Last year, four new fields came onstream offshore Norway and there were 56 exploratory well spuds across the sector, the third highest ever. These led to 22 discoveries with combined reserves of 110 MMcm of oil/condensate and 25-75 bcm of gas. Oil production rose last year for the first time since 2000 to 87.8 MMcm, 3% above the total for 2013, mainly due to new wells producing above expectations. Field regularity also improved, and there were instances of increased drilling on mature fields, notably at Snorre in the North Sea.

However, investments in petroleum activities across the shelf look set to dip by 15% this year from the $22.26 billion committed in 2014, and NPD forecasts a further decline of 8% to 2017, followed by a slight uptick in 2018. The association also estimates that 55% of Norway's oil and gas resources are yet to be produced, and this should provide the basis for sustained activity over the years ahead.

Norway opens southeastern Barents Sea for licensing

Next month marks the 50th anniversary of petroleum activities on the Norwegian shelf. On April 13, 1965, the government made available 278 blocks in the North Sea under the country's first licensing round. This year, the Petroleum and Energy Ministry has initiated the country's 23rd licensing round, focused largely on the Barents Sea, and has offered new licenses under the Awards in Pre-defined Areas (APA) 2014 Round.

The 23rd round acreage comprises 57 blocks and part-blocks, and includes 34 blocks in the southeastern Barents Sea, a region previously off-limits due to a dispute with Russia over the maritime boundary (recently resolved). This is also Norway's first new area opened for exploration since 1994. However, due to environmental considerations the window for exploration drilling will be restricted in areas close to the observed ice edge, which new data suggest runs north of the southeastern Barents Sea.

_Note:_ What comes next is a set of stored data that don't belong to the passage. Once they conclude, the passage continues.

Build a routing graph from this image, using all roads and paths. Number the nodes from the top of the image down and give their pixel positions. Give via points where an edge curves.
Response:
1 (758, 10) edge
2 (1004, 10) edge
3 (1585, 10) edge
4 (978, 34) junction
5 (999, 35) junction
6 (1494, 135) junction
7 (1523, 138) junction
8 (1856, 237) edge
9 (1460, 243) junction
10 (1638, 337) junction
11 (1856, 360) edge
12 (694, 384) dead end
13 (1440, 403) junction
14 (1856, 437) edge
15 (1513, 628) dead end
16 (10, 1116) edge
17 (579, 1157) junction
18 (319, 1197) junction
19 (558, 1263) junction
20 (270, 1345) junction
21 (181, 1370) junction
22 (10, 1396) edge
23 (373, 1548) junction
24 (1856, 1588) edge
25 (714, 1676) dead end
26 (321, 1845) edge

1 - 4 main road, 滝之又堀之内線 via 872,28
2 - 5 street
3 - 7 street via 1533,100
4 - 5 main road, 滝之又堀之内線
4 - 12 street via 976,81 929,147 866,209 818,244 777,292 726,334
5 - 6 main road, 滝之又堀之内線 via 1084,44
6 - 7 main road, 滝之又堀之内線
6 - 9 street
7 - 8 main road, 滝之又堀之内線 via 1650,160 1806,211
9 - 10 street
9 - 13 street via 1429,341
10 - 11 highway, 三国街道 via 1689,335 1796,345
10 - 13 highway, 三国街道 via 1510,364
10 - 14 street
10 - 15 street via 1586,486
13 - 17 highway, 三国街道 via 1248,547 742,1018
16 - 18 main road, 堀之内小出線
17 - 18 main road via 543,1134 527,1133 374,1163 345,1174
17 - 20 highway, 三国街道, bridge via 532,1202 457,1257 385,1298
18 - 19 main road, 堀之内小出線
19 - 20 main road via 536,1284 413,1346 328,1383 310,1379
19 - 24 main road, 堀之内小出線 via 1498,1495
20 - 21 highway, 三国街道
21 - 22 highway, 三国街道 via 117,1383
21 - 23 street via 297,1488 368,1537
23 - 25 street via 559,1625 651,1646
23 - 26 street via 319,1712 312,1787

Under APA 2014, the Ministry has awarded 43 companies a total of 54 new production licenses, of which four are in the Barents Sea, 16 in the Norwegian Sea, and 34 in the North Sea. Seventeen represent additional acreage to existing licenses, while five are divided stratigraphically. Sissel Eriksen, the NPD's exploration director, said interest was greatest in areas that had brought recent discoveries, i.e. the central Norwegian North Sea and the Norwegian Sea, location of last year's Pil and Bue oil finds operated by VNG.

West Franklin Phase 2 finally goes onstream

Location of West Franklin in the UK North Sea. (Map courtesy Total)

Total has started gas/condensate production from the West Franklin Phase 2 project in the UK central North Sea. The West Franklin field, discovered in 2003, has reportedly the most extreme high-pressure/high-temperature conditions for any producing field on the UK continental shelf with a reservoir pressure of 1,100 bar (15,954 psi) and temperatures up to 190°C (374°F). Total began Phase 1 production in 2007 via two wells drilled from the Franklin field platform.

According to field analyst BritBoss, the Phase 2 start-up had been scheduled for late 2013, but had to be put back after drilling was disrupted following a gas leak at the Elgin field in spring 2012. This led to a suspension of operations at the Elgin/Franklin complex.

For the £640-million ($962-million) Phase 2 program, the company commissioned Rosetti and Saipem in Italy to construct a new 12-slot wellhead platform. Production, which will eventually reach 40,000 boe/d, heads through two 6.2-km (3.8-mi) pipelines integrated into a 30-in. bundle to the Elgin wellhead platform for subsequent delivery to the PUQ processing platform.